— Excerpted records —
........

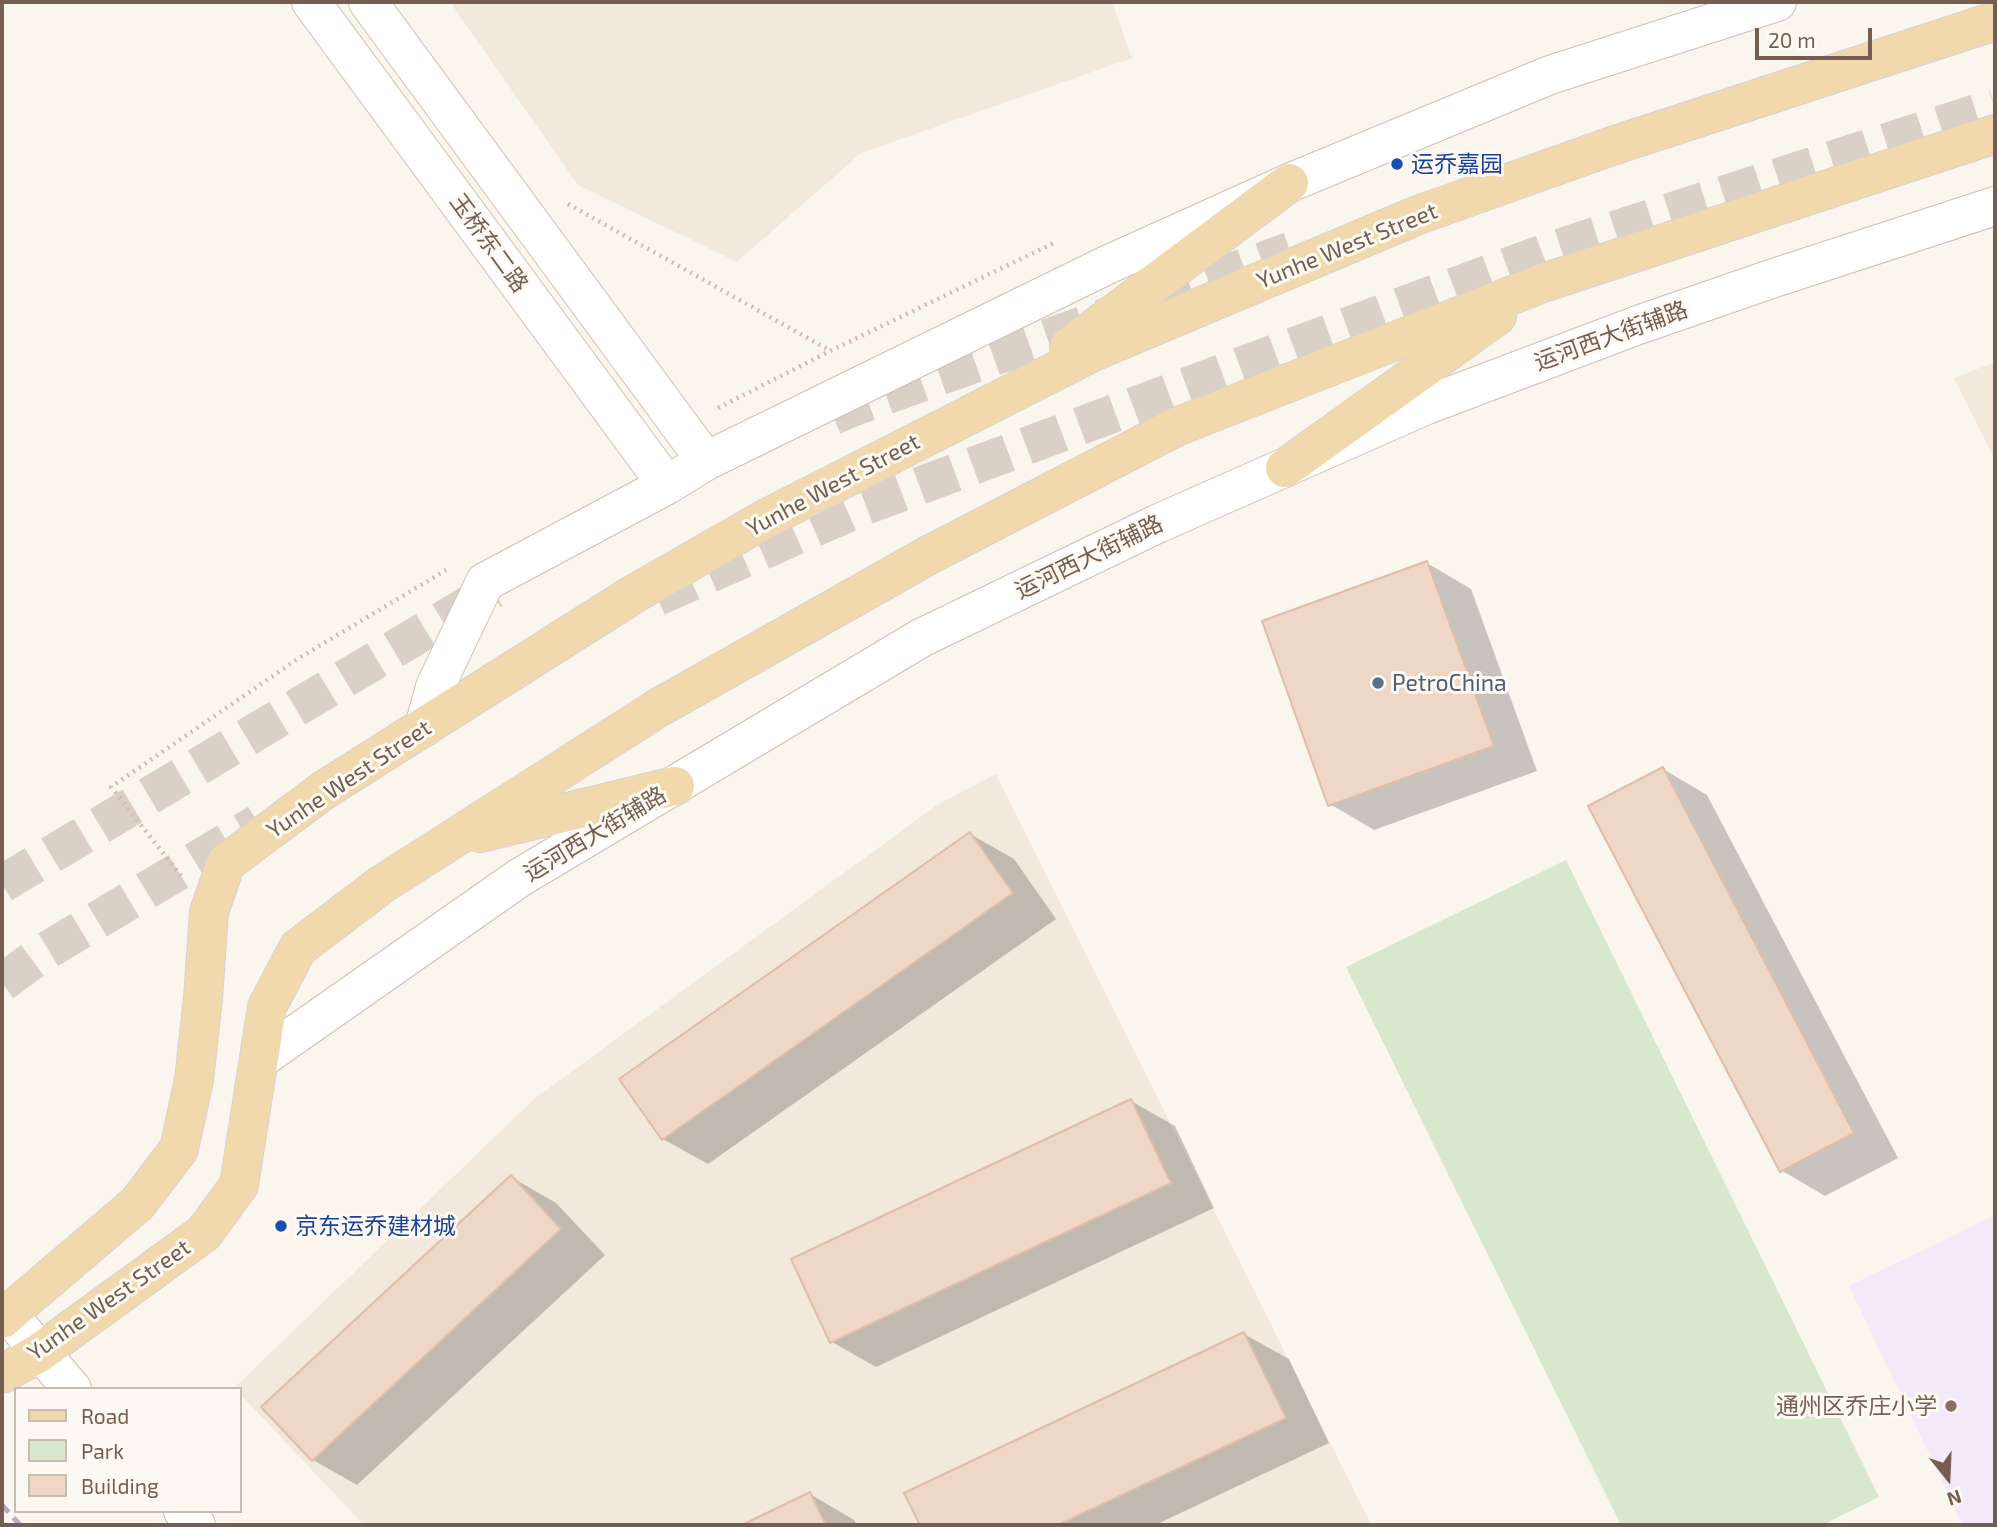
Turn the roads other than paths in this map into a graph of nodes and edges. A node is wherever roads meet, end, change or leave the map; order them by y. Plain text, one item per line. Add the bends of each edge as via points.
1 (311, 2) edge
2 (368, 2) edge
3 (1777, 2) edge
4 (1995, 21) edge
5 (1995, 134) edge
6 (1289, 183) junction
7 (1995, 206) edge
8 (1543, 283) junction
9 (1001, 398) junction
10 (706, 461) junction
11 (1285, 468) junction
12 (667, 485) junction
13 (424, 727) junction
14 (675, 786) junction
15 (451, 841) junction
16 (259, 1060) junction
17 (5, 1317) edge
18 (39, 1353) junction
19 (2, 1374) edge
20 (70, 1387) edge

1 - 12 street, 玉桥东二路
2 - 10 street, 玉桥东二路
3 - 6 street via 1550,75
4 - 9 main road, Yunhe West Street via 1625,141 1418,215 1095,351
5 - 8 main road, Yunhe West Street
6 - 9 main road
6 - 10 street via 1107,265
7 - 11 street, 运河西大街辅路 via 1637,325 1424,406
8 - 11 main road
8 - 15 main road, Yunhe West Street via 1176,426 929,555 658,708
9 - 13 main road, Yunhe West Street via 765,519 634,594
10 - 12 street
11 - 14 street, 运河西大街辅路 via 921,638
12 - 13 street via 485,582 435,687
13 - 17 main road, Yunhe West Street via 324,790 226,863 209,912 194,1080 179,1149 137,1204
14 - 15 main road
14 - 16 street, 运河西大街辅路 via 519,878
15 - 16 main road, Yunhe West Street via 381,885 298,948 267,1007
16 - 18 main road, Yunhe West Street via 239,1185 204,1233
17 - 18 street
18 - 19 main road, Yunhe West Street
18 - 20 street

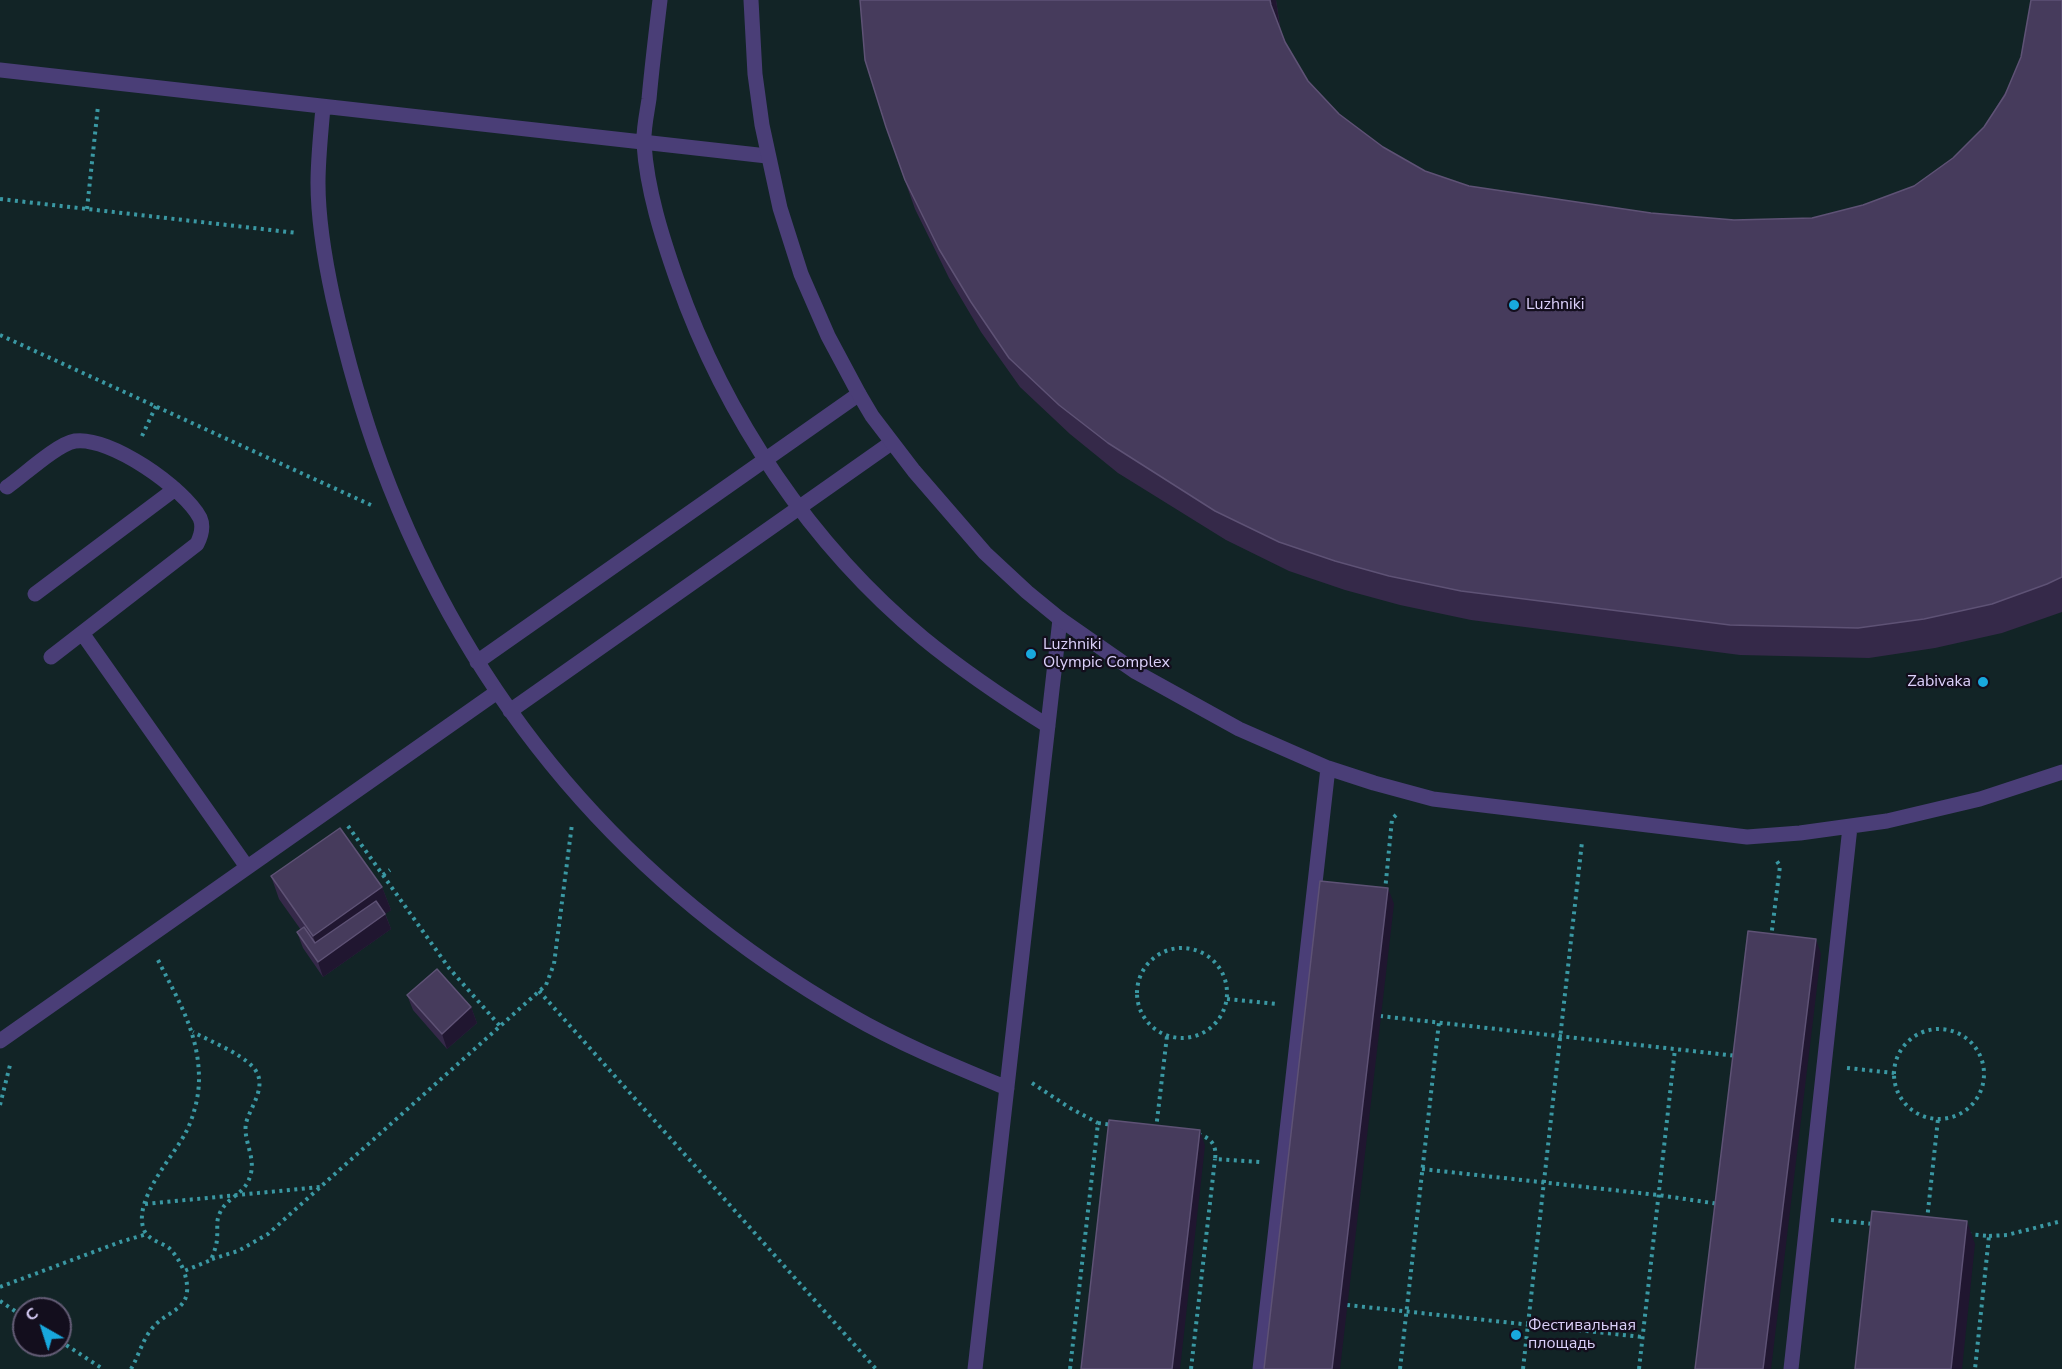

........

— What is expected —
Return all lines from the data above with "junction" in them.

— Output for this task —
6 (1289, 183) junction
8 (1543, 283) junction
9 (1001, 398) junction
10 (706, 461) junction
11 (1285, 468) junction
12 (667, 485) junction
13 (424, 727) junction
14 (675, 786) junction
15 (451, 841) junction
16 (259, 1060) junction
18 (39, 1353) junction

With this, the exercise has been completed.